ZENIT – Mais certaines maladies sont extrêmement graves…
C. Bellieni – C’est vrai, mais c’est vrai aussi que tant de personnes très malades sont de beaux exemples d’espérance et de sérénité. Comment est-ce possible ? En pensant peut-être que la pire maladie ne peut avoir le dernier mot . Ce qui ne signifie pas sous-estimer les soins (que nous sommes encore plus tenus à fournir), mais valoriser la personne.
ZENIT – Donc la maladie ne peut être un obstacle absolu à la santé ?
C. Bellieni – Le penser serait ôter l’espérance à tant de malades. Au fond, le contraire de « santé » n’est pas la maladie, mais le désespoir, la perte du désir. La maladie est un obstacle à la santé dans la mesure où elle bloque la voie à la réalisation des désirs. C’est pourquoi elle doit être conjurée avec toutes les armes de la médecine et de la volonté. Mais le véritable ennemi de la santé est la perte du désir, la perte de l’espérance, le désespoir.

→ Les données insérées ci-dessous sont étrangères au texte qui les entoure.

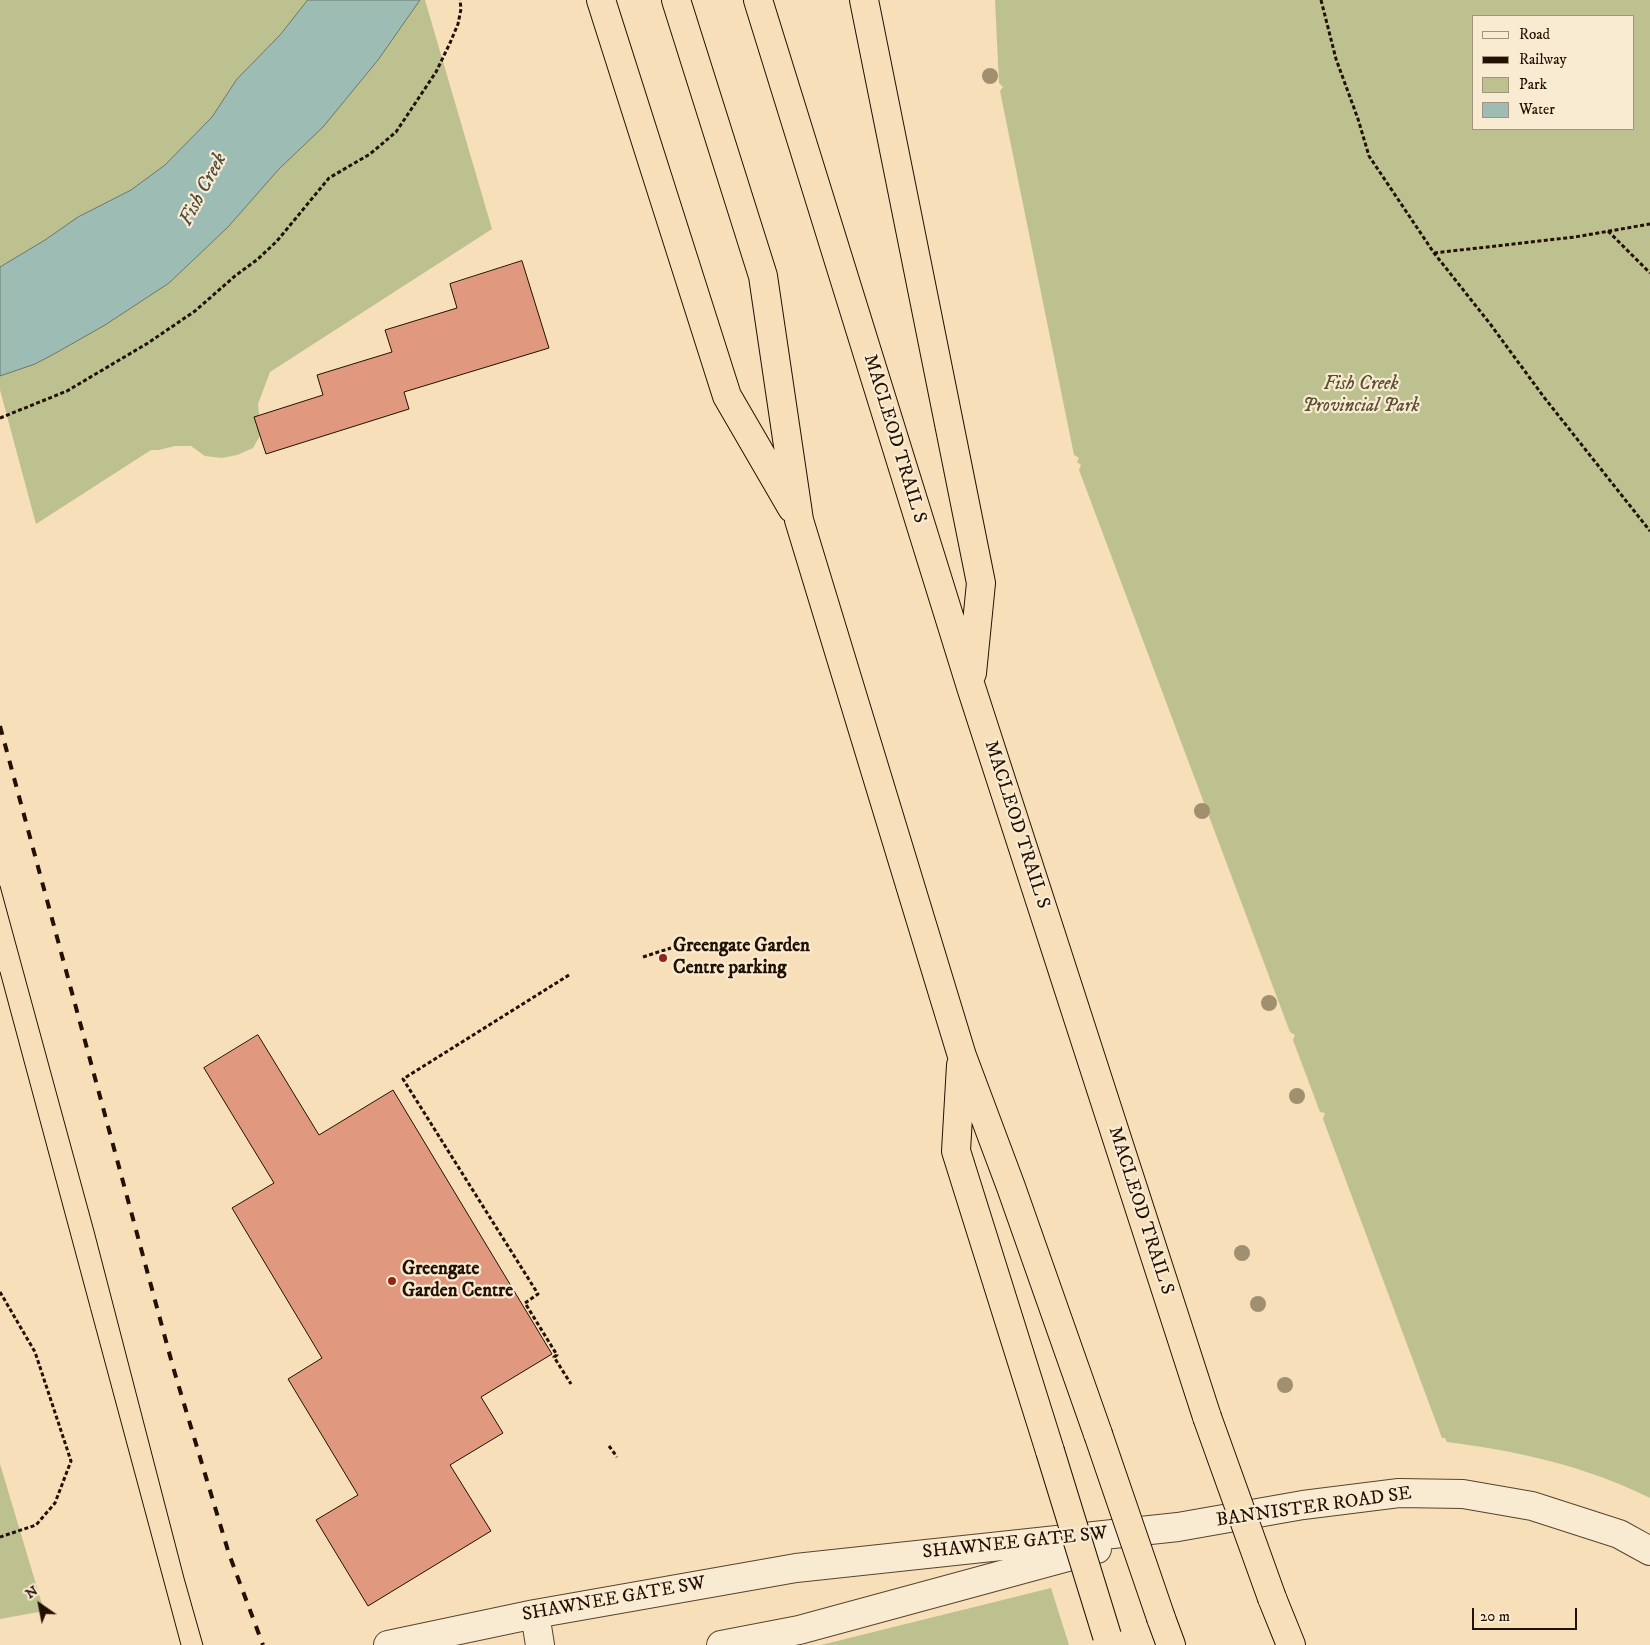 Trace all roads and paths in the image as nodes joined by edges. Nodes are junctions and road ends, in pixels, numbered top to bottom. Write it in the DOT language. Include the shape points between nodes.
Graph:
graph roads {
  1 [pos="460,0"];
  2 [pos="601,0"];
  3 [pos="676,0"];
  4 [pos="758,0"];
  5 [pos="864,0"];
  6 [pos="1321,0"];
  7 [pos="1650,224"];
  8 [pos="1608,231"];
  9 [pos="1434,253"];
  10 [pos="1650,273"];
  11 [pos="0,418"];
  12 [pos="799,520"];
  13 [pos="1650,531"];
  14 [pos="971,687"];
  15 [pos="671,948"];
  16 [pos="643,957"];
  17 [pos="569,975"];
  18 [pos="962,1056"];
  19 [pos="0,1292"];
  20 [pos="571,1384"];
  21 [pos="609,1446"];
  22 [pos="616,1457"];
  23 [pos="1178,1527"];
  24 [pos="0,1538"];
  25 [pos="1650,1551"];
  26 [pos="535,1614"];
  27 [pos="1109,1640"];
  28 [pos="388,1645"];
  29 [pos="540,1645"];
  30 [pos="721,1645"];
  31 [pos="1171,1645"];
  32 [pos="1291,1645"];
  1 -- 11 [label="path" via="458,24 450,44 436,72 396,132 370,154 330,178 258,259 195,311 148,343 67,391"];
  2 -- 12 [label="highway" via="727,396"];
  3 -- 12 [label="highway" via="763,276"];
  4 -- 14 [label="highway, MACLEOD TRAIL S"];
  5 -- 14 [label="highway" via="981,583"];
  6 -- 9 [label="path" via="1336,59 1369,156"];
  7 -- 8 [label="path"];
  8 -- 9 [label="path"];
  8 -- 10 [label="path"];
  9 -- 13 [label="path"];
  12 -- 18 [label="highway"];
  14 -- 32 [label="highway, MACLEOD TRAIL S, bridge" via="1207,1418"];
  15 -- 16 [label="path"];
  17 -- 20 [label="path" via="403,1079 538,1294 525,1303"];
  18 -- 27 [label="highway, bridge" via="956,1151"];
  18 -- 31 [label="highway, bridge"];
  19 -- 24 [label="path" via="35,1352 71,1461 55,1503 36,1525"];
  21 -- 22 [label="path"];
  23 -- 25 [label="street, BANNISTER ROAD SE" via="1303,1505 1399,1493 1463,1494 1532,1506 1619,1534"];
  23 -- 26 [label="street, SHAWNEE GATE SW" via="796,1568"];
  23 -- 30 [label="street, SHAWNEE GATE SW" via="799,1630"];
  26 -- 28 [label="street, SHAWNEE GATE SW"];
  26 -- 29 [label="street"];
}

C’est ça le véritable ennemi dont les maladies ne sont que des antichambres. C’est pourquoi le mot d’ordre est « ne jamais abandonner » le malade, que ce soit au plan humain pour valoriser toutes ses capacités, qu’au plan médical (tant que la médecine a une possibilité d’être utile) : la médecine doit progresser et la société doit faire tous les efforts en son pouvoir pour rendre ce progrès accessible à tous et le plus rapidement possible.